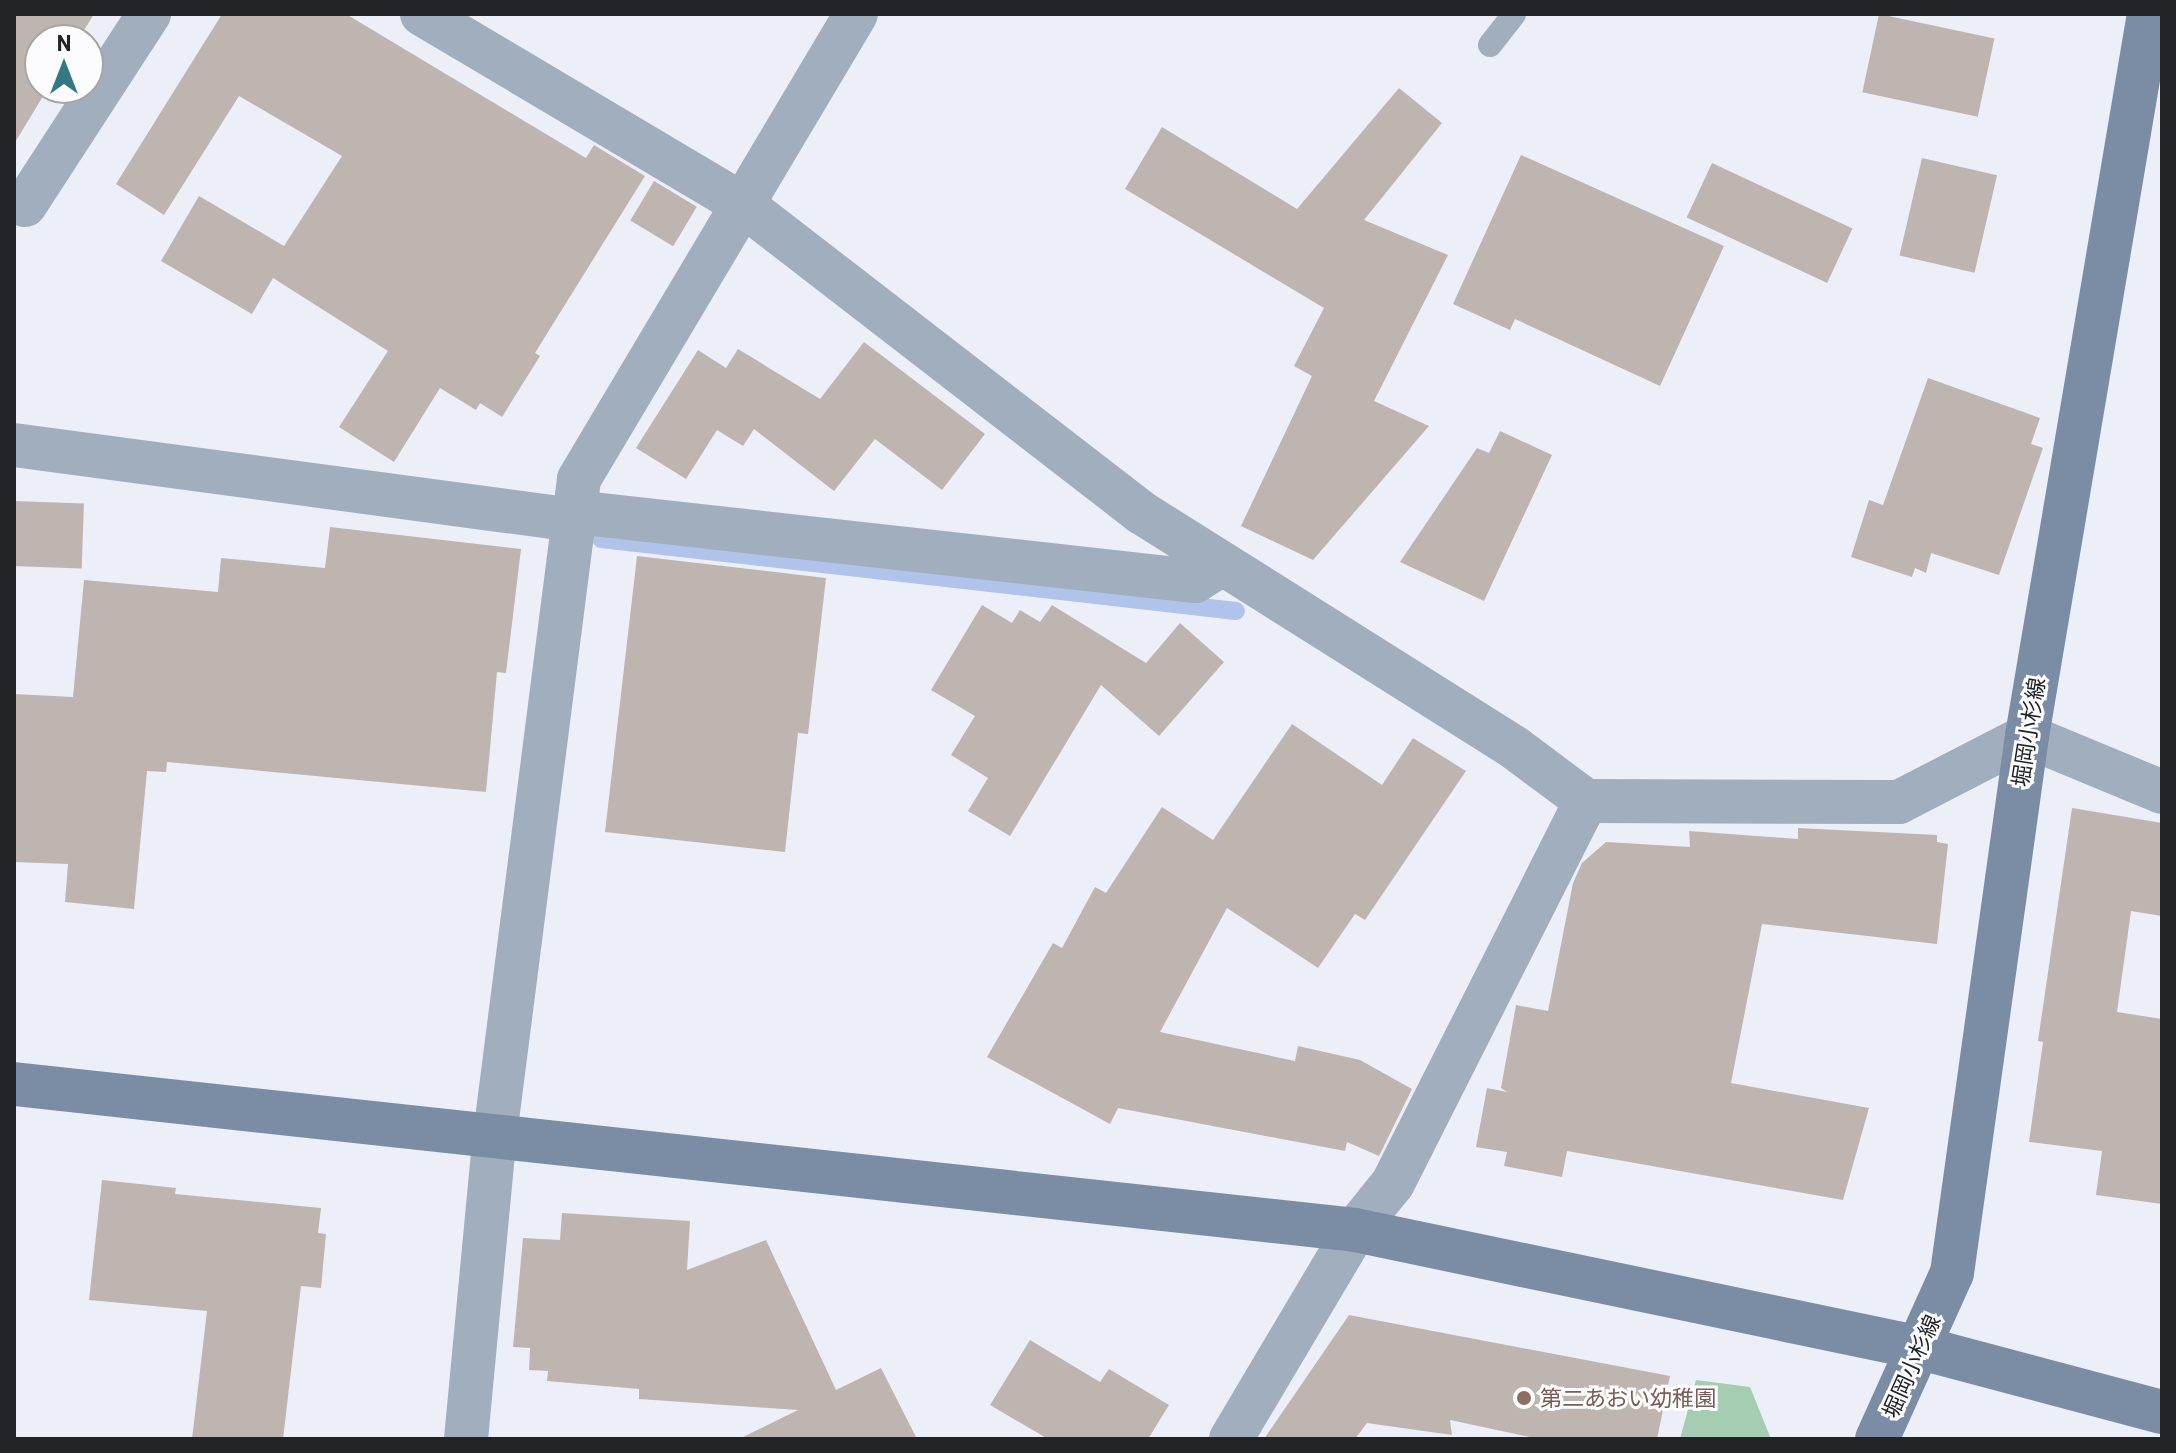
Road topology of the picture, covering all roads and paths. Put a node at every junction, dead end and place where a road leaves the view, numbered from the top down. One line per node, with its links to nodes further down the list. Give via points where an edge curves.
1 (149, 14): 8 (street)
2 (422, 14): 7 (street)
3 (856, 14): 7 (street)
4 (1514, 14): 6 (lane)
5 (2149, 14): 12 (street, 堀岡小杉線)
6 (1490, 45)
7 (742, 204): 10 (street, via 579,479); 11 (street, via 1142,513)
8 (18, 210)
9 (14, 445): 10 (street)
10 (574, 516): 11 (street, via 1195,581); 16 (street)
11 (1222, 564): 14 (street, via 1515,748)
12 (2027, 736): 13 (street); 14 (street, via 1899,802); 18 (street, 堀岡小杉線, via 1952,1273)
13 (2162, 792)
14 (1586, 801): 17 (street, via 1393,1183)
15 (14, 1084): 16 (street)
16 (495, 1135): 17 (street); 20 (street)
17 (1355, 1230): 18 (street); 21 (street)
18 (1921, 1348): 19 (street); 22 (street, 堀岡小杉線)
19 (2162, 1412)
20 (466, 1439)
21 (1231, 1439)
22 (1877, 1439)

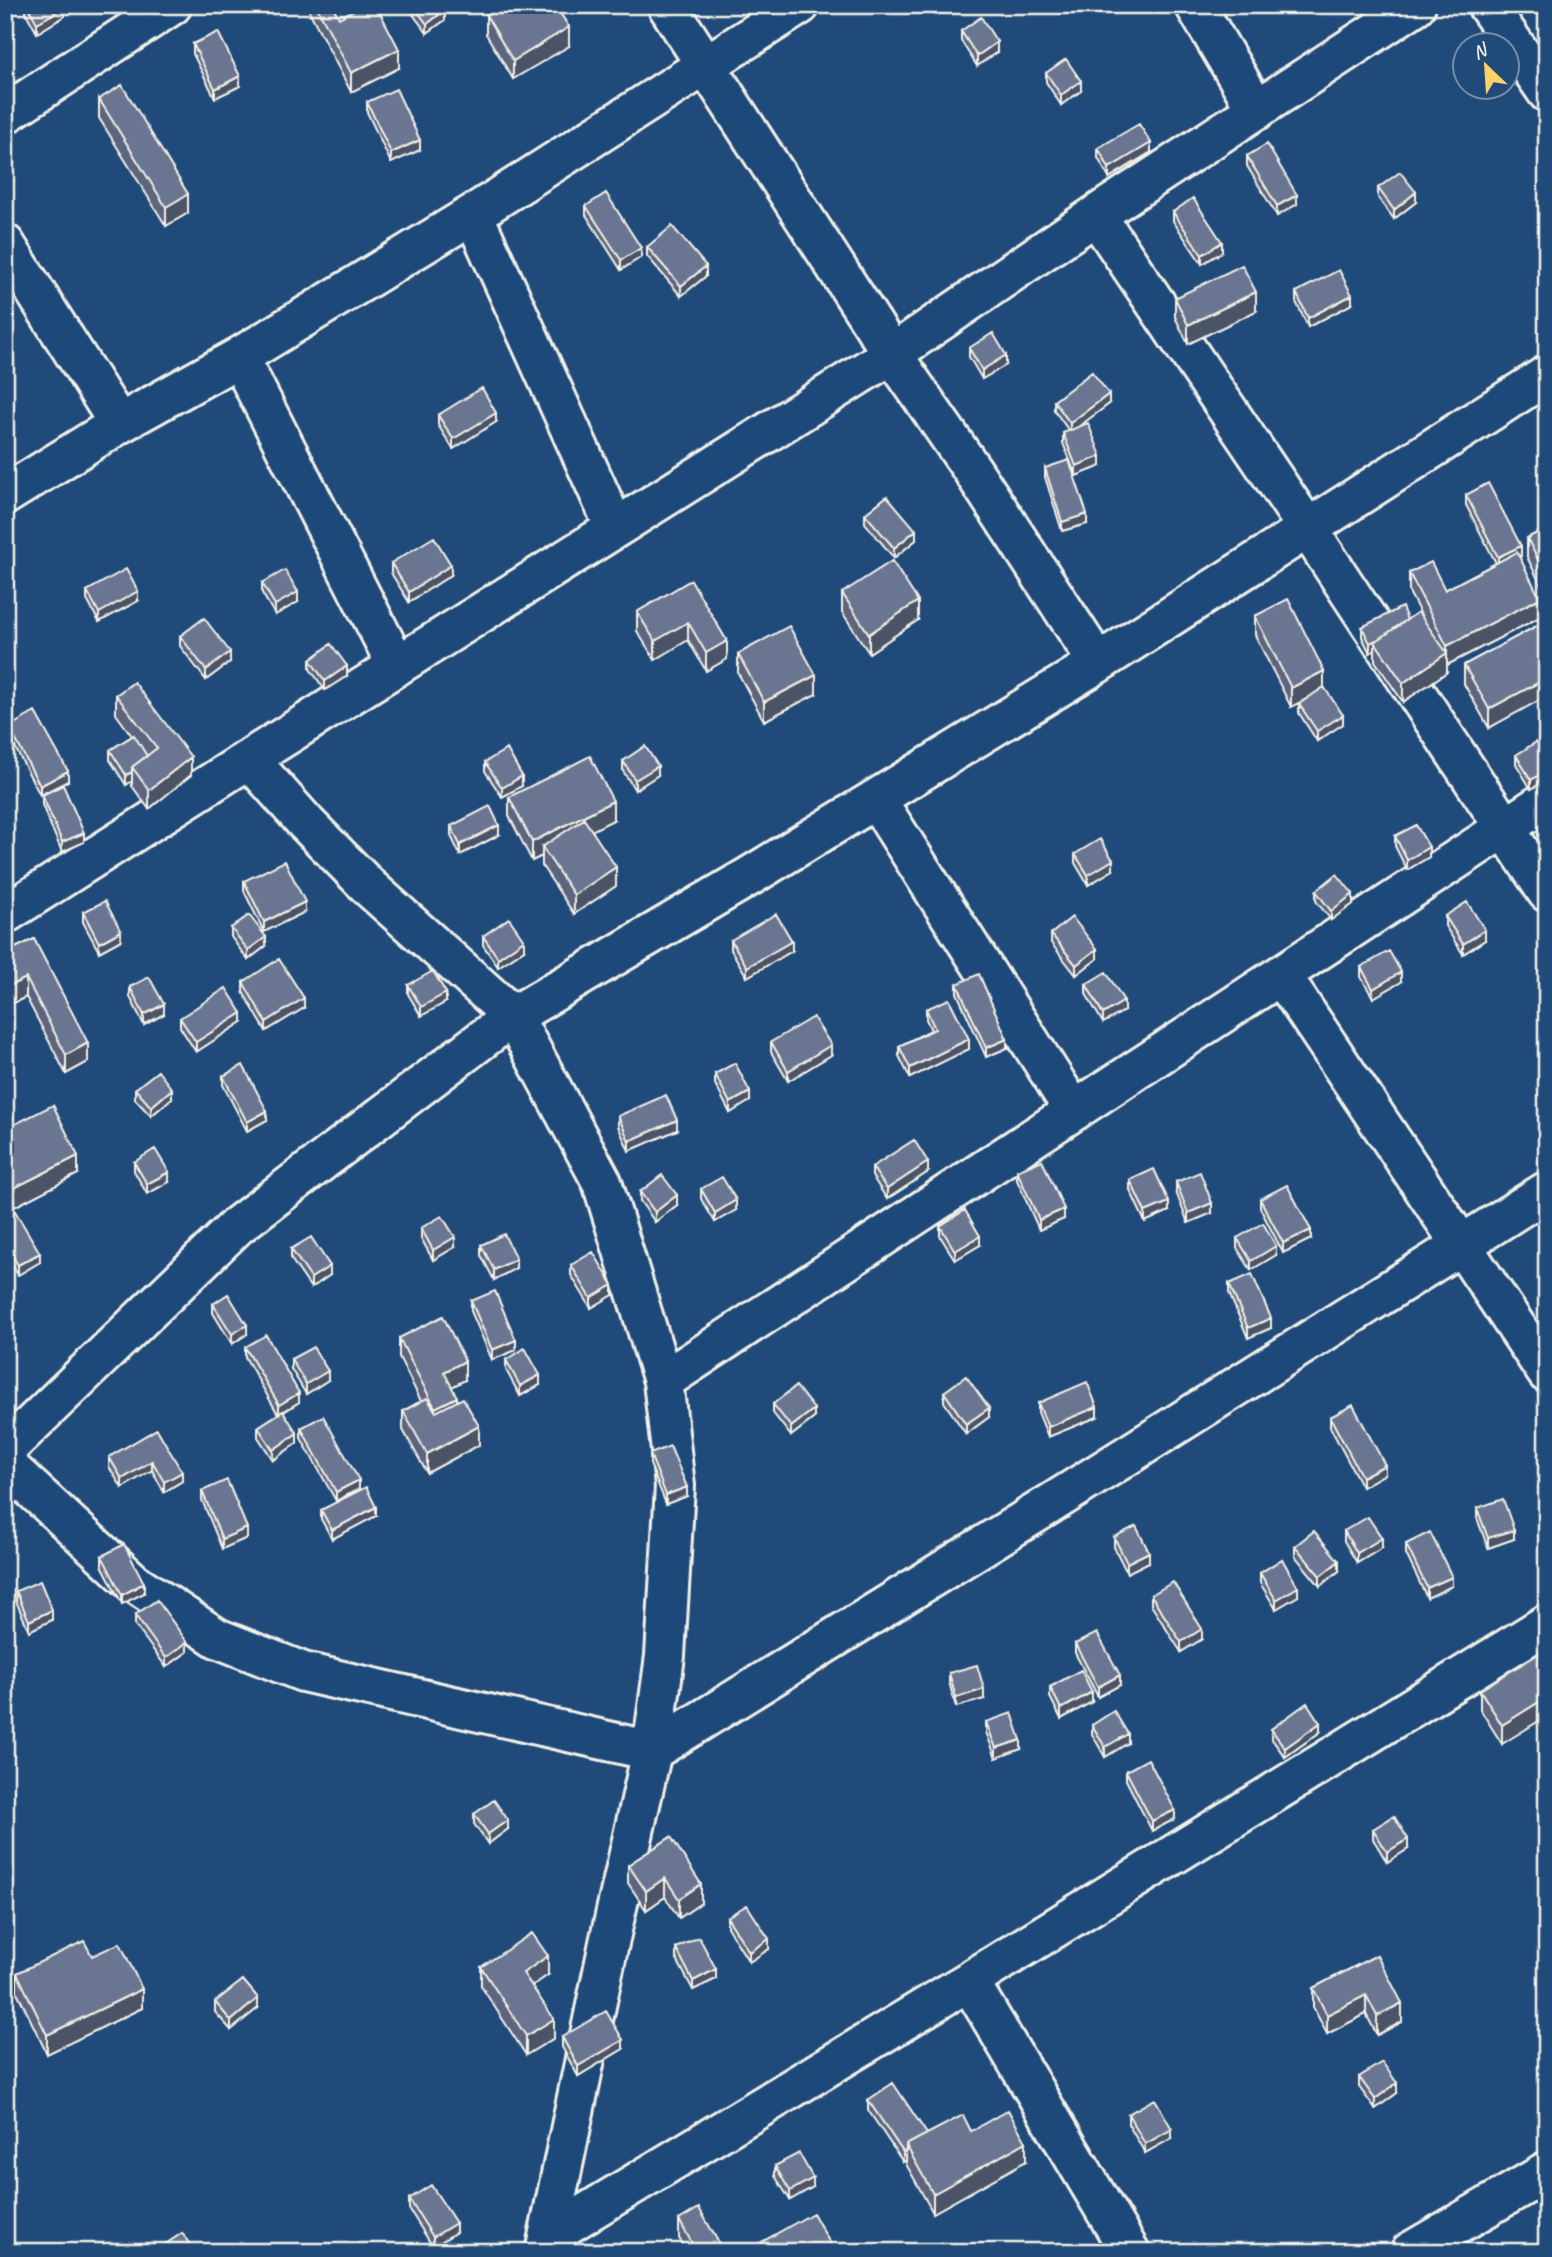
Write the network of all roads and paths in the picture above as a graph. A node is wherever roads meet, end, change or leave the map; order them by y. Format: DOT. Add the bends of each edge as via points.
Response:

* * *

Although the records contain pictures, return only their text, exactly as written.

▸ SOLUTION FOR THIS EXERCISE:
Road topology of the picture, covering all roads and paths. Put a node at every junction, dead end and place where a road leaves the view, numbered from the top down. One line per node, with its links to nodes further down the list. Give via points where an edge curves.
1 (149, 14): 8 (street)
2 (422, 14): 7 (street)
3 (856, 14): 7 (street)
4 (1514, 14): 6 (lane)
5 (2149, 14): 12 (street, 堀岡小杉線)
6 (1490, 45)
7 (742, 204): 10 (street, via 579,479); 11 (street, via 1142,513)
8 (18, 210)
9 (14, 445): 10 (street)
10 (574, 516): 11 (street, via 1195,581); 16 (street)
11 (1222, 564): 14 (street, via 1515,748)
12 (2027, 736): 13 (street); 14 (street, via 1899,802); 18 (street, 堀岡小杉線, via 1952,1273)
13 (2162, 792)
14 (1586, 801): 17 (street, via 1393,1183)
15 (14, 1084): 16 (street)
16 (495, 1135): 17 (street); 20 (street)
17 (1355, 1230): 18 (street); 21 (street)
18 (1921, 1348): 19 (street); 22 (street, 堀岡小杉線)
19 (2162, 1412)
20 (466, 1439)
21 (1231, 1439)
22 (1877, 1439)

Write the network of all roads and paths in the picture above as a graph. A node is wherever roads meet, end, change or leave the map; order them by y. Format: DOT. Add the bends of each edge as via points.
Response:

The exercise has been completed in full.